* **Stored items from a collection**
== Segment start ==
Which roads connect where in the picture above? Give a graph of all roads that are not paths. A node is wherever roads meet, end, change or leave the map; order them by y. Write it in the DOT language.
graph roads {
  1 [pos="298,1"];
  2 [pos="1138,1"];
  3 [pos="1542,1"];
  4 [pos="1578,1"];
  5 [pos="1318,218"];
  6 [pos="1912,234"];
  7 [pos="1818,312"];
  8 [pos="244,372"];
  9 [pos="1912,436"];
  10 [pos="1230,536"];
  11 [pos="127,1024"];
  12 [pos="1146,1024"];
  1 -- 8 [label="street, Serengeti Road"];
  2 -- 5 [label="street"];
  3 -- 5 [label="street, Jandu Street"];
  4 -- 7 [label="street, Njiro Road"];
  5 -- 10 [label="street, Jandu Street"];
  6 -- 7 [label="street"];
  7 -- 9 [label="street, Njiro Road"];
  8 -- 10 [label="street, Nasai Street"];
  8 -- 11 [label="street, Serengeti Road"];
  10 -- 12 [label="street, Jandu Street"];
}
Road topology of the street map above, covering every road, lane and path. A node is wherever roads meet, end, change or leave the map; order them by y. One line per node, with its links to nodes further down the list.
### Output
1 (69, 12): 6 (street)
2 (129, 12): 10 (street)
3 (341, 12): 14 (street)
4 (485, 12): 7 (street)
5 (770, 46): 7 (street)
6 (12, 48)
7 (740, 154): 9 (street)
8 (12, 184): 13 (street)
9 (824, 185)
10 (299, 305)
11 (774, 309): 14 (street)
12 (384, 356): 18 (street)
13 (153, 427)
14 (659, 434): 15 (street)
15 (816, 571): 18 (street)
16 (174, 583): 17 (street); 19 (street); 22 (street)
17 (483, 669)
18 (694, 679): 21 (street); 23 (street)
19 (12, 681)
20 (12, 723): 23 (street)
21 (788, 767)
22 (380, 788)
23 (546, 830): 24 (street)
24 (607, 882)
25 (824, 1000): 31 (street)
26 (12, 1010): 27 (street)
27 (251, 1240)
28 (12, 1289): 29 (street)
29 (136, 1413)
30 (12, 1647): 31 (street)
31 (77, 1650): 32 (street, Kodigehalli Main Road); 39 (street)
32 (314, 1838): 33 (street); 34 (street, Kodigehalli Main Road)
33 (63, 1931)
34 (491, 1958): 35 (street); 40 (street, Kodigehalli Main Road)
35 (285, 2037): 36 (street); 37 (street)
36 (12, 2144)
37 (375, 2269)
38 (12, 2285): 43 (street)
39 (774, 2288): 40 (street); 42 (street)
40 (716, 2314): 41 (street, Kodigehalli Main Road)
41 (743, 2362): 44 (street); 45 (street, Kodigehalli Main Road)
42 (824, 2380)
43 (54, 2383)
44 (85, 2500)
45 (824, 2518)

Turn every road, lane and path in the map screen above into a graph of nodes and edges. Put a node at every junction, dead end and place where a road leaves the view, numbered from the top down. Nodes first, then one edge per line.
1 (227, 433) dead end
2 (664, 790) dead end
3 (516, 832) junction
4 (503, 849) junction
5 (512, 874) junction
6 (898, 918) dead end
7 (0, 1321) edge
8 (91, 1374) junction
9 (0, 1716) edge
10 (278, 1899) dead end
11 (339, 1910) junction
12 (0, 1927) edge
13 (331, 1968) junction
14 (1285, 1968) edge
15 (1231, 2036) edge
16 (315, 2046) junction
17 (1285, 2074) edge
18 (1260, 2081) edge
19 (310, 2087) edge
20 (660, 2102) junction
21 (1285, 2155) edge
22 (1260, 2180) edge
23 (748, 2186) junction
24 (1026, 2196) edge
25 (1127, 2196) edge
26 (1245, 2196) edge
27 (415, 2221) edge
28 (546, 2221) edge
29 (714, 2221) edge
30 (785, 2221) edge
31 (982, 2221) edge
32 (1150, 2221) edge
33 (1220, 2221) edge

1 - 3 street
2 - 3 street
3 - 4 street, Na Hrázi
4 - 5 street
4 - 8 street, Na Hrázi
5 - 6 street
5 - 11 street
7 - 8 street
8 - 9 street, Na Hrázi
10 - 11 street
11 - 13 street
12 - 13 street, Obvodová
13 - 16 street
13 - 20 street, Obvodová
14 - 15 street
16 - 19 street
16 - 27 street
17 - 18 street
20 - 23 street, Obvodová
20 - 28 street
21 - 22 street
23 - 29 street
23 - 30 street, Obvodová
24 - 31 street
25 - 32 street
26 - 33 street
== Segment end ==
The lines wanted are those from the one with "Turn every road, lane" through the last line of the records, repeated exactly and with both ends included.

* **SOLUTION FOR THIS TASK**
Turn every road, lane and path in the map screen above into a graph of nodes and edges. Put a node at every junction, dead end and place where a road leaves the view, numbered from the top down. Nodes first, then one edge per line.
1 (227, 433) dead end
2 (664, 790) dead end
3 (516, 832) junction
4 (503, 849) junction
5 (512, 874) junction
6 (898, 918) dead end
7 (0, 1321) edge
8 (91, 1374) junction
9 (0, 1716) edge
10 (278, 1899) dead end
11 (339, 1910) junction
12 (0, 1927) edge
13 (331, 1968) junction
14 (1285, 1968) edge
15 (1231, 2036) edge
16 (315, 2046) junction
17 (1285, 2074) edge
18 (1260, 2081) edge
19 (310, 2087) edge
20 (660, 2102) junction
21 (1285, 2155) edge
22 (1260, 2180) edge
23 (748, 2186) junction
24 (1026, 2196) edge
25 (1127, 2196) edge
26 (1245, 2196) edge
27 (415, 2221) edge
28 (546, 2221) edge
29 (714, 2221) edge
30 (785, 2221) edge
31 (982, 2221) edge
32 (1150, 2221) edge
33 (1220, 2221) edge

1 - 3 street
2 - 3 street
3 - 4 street, Na Hrázi
4 - 5 street
4 - 8 street, Na Hrázi
5 - 6 street
5 - 11 street
7 - 8 street
8 - 9 street, Na Hrázi
10 - 11 street
11 - 13 street
12 - 13 street, Obvodová
13 - 16 street
13 - 20 street, Obvodová
14 - 15 street
16 - 19 street
16 - 27 street
17 - 18 street
20 - 23 street, Obvodová
20 - 28 street
21 - 22 street
23 - 29 street
23 - 30 street, Obvodová
24 - 31 street
25 - 32 street
26 - 33 street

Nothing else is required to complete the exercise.